Prendi il racconto, spezzagli le reni come si rompe la carcassa di un pollo, poi lascialo lì, spezzato, rotto. Honoré de Balzac

Esergo a La macchina dell’errore – Storia di una lettura di Mario Lavagetto

La redazione di exlibris20 è specializzata nel raccontare e scrivere di libri. Siamo lettrici-narratrici, lettori-narratori di libri. Perché lo facciamo?

Per far conoscere i libri ad altre lettrici e lettori, per presentare chi li ha scritti e chi li ha pubblicati, dovrebbero pagarci, perché facciamo circolare e acquistare i loro prodotti.

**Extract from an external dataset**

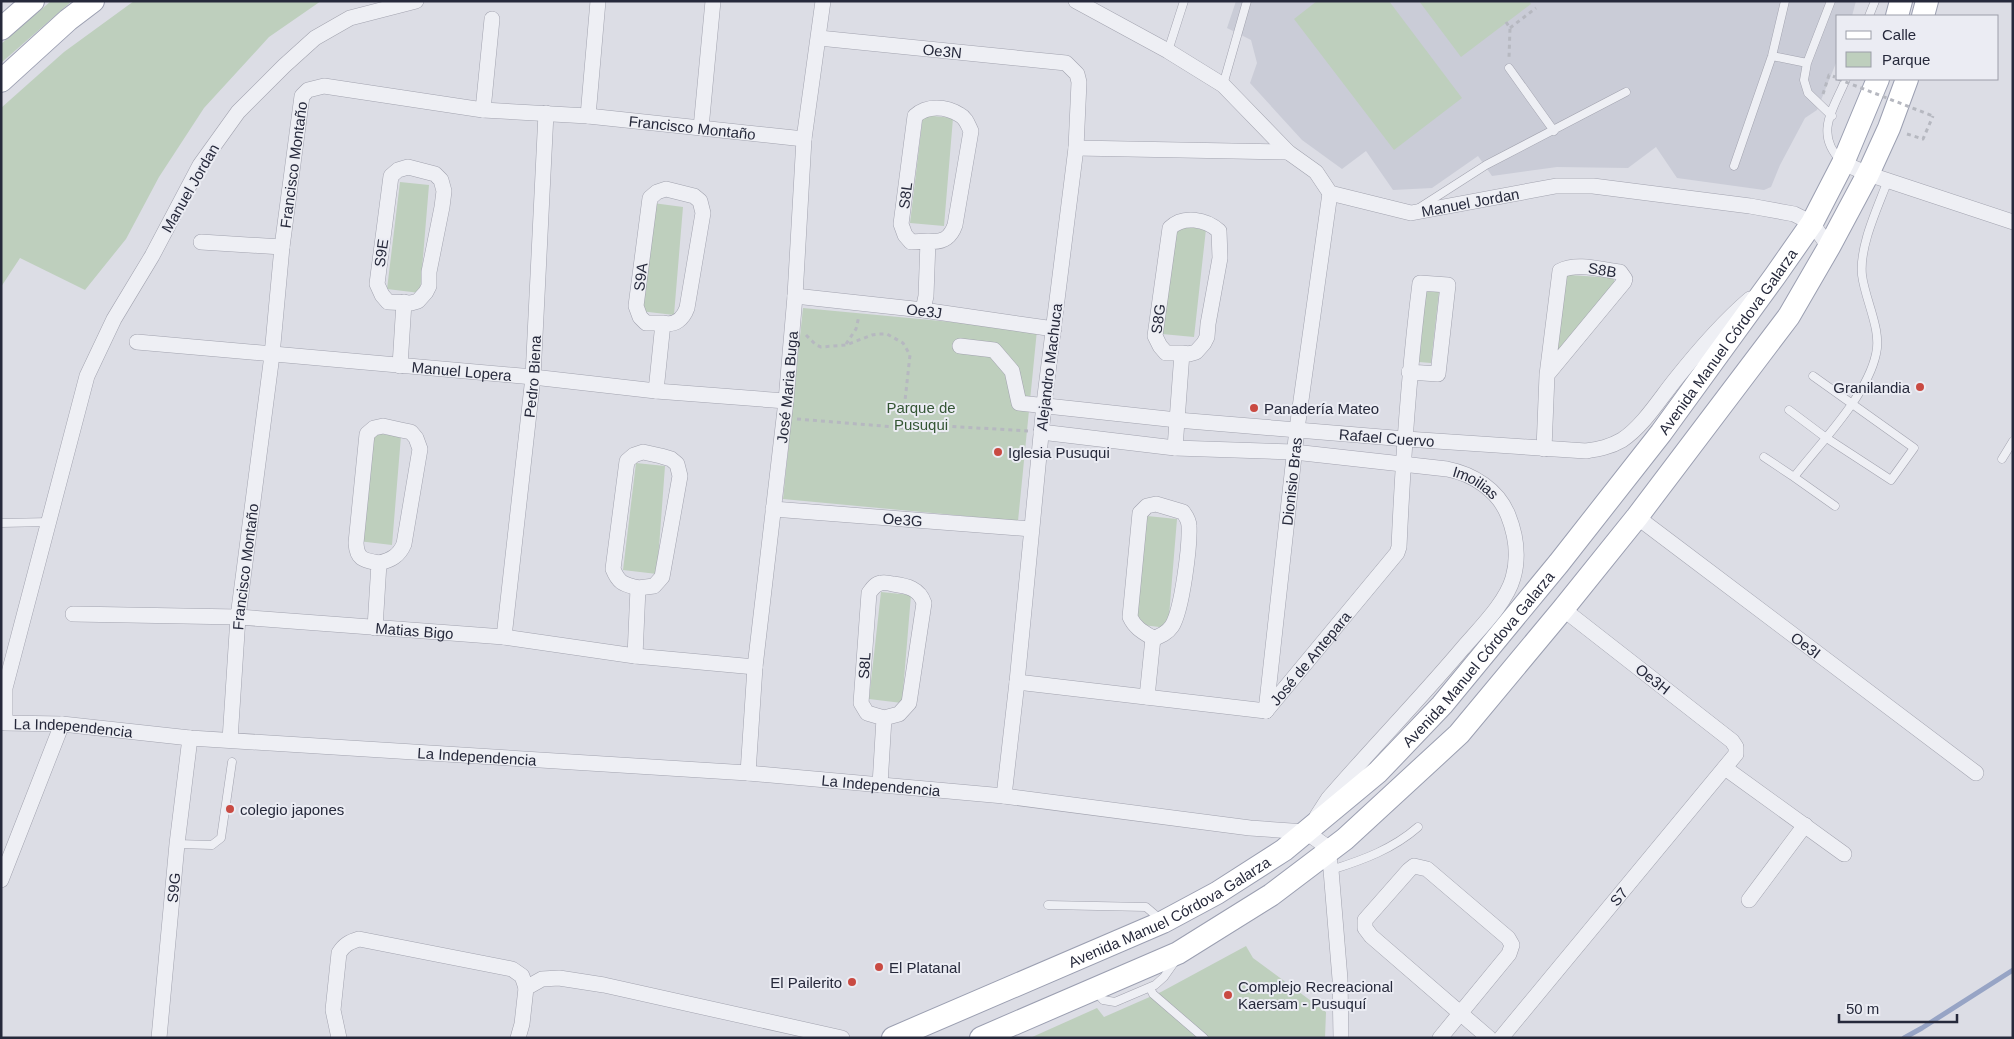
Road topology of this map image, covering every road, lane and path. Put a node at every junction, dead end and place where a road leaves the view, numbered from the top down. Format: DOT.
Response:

Nessuno ci paga però, lo facciamo gratis. La risposta giusta quindi è: scriviamo dei libri che leggiamo, perché ci piace.

Da piccole forse eravamo quelle rompiscatole che raccontavano agli amici di aver letto un bel libro che “parla” di … o forse no, come nel mio caso, non raccontavo a nessuno di cosa parlavamo i miei libri, gli altri mi vedevano leggere, mi vedevano ascoltare qualcosa o qualcuno che mi parlava dal libro, vedevano anche che questo mi faceva ridere o piangere e tanto bastava. Finito di leggere, correvo a giocare per strada con bambini che non leggevano libri e a cui non poteva interessare di cosa parlavano i miei libri.

Per desiderio o per mancanza di condivisione ci piace scrivere dei libri letti, perché leggere un buon libro ci rende felici. E si sa, la felicità, se non condivisa, non è vera felicità.

Raccontare a voce un libro letto o un film può risultare noioso e persino fastidioso per chi ascolta (rischio spoiler… o noia). La voglia di condivisione di chi legge si infrange sul sorrisetto accondiscendente e impaziente dell’ascoltatore.

Meglio scrivere. Scrivere dei libri letti permette una condivisione impersonale e indistinta, rilancia la scelta della condivisione a chi volontariamente la accoglie, la legge e la ascolta con i sensi della mente e del cuore; crea una comunità ideale di lettori a cui passare il testimone di quella intima felicità di lettura.

Al lettore-narratore di libri resta l’onere di altre scelte: da dove iniziare, da quale angolo raccontare, con quale linguaggio, cosa scartare della trama e cosa evidenziare.

A volte è il libro a reclamare un percorso; altre volte il libro non vuole farsi raccontare. Bisogna aspettare pazientemente, usare astuzia, lasciare che nasca l’idea di quel libro che, anche dopo mesi, appare, come un’epifania. Allora siamo pronti per scrivere e lanciare in poche righe, autentiche ed esatte, l’amo della lettura ad altri lettori.

Non seguo un metodo o uno schema fisso. Aspetto che la storia letta faccia il nido nella mia mente, nei miei sensi interiori, la covo, come un uovo che so essere fecondo, aspetto che si schiuda, allora vengono le parole, le immagini, la strada da seguire. Può capitare che sto tagliando le verdure o lavando i piatti o guidando e mi nascono le parole per iniziare o per raccontare. Il pollo di Balzac, il racconto letto, lasciato lì smontato a pezzi nella mia memoria, si ricompone da sé in un altro testo che reclama di essere scritto, per raccontare agli altri quella storia.

Un libro può far male, può essere doloroso a leggersi e lasciare una segno da cui vogliamo proteggerci, in quel caso l’attesa è necessaria, le parole devono salvarsi come un naufrago su una barca capovolta, devono trovare la strada della resilienza per dare senso al dolore provato e immaginato nelle vicende dei personaggi e al riverbero lasciato in noi.

Con la redazione abbiamo deciso di raccontare come fa ognuna/o di noi quando deve scrivere di un libro, e presto lo condivideremo con tutte e tutti voi lettrici e lettori!
Io per esempio prendo appunti a mano con carta e penna, annoto frasi e parole chiave, numeri di pagina, traccio un percorso con punti e intersezioni che riempio di frasi. Dopo aver scritto provo grande piacere ad accartocciare e buttare via quel foglio. Inoltre mi immagino i complimenti dell’autore o dell’autrice del libro che mi dice che sono stata brava a raccontare il suo libro.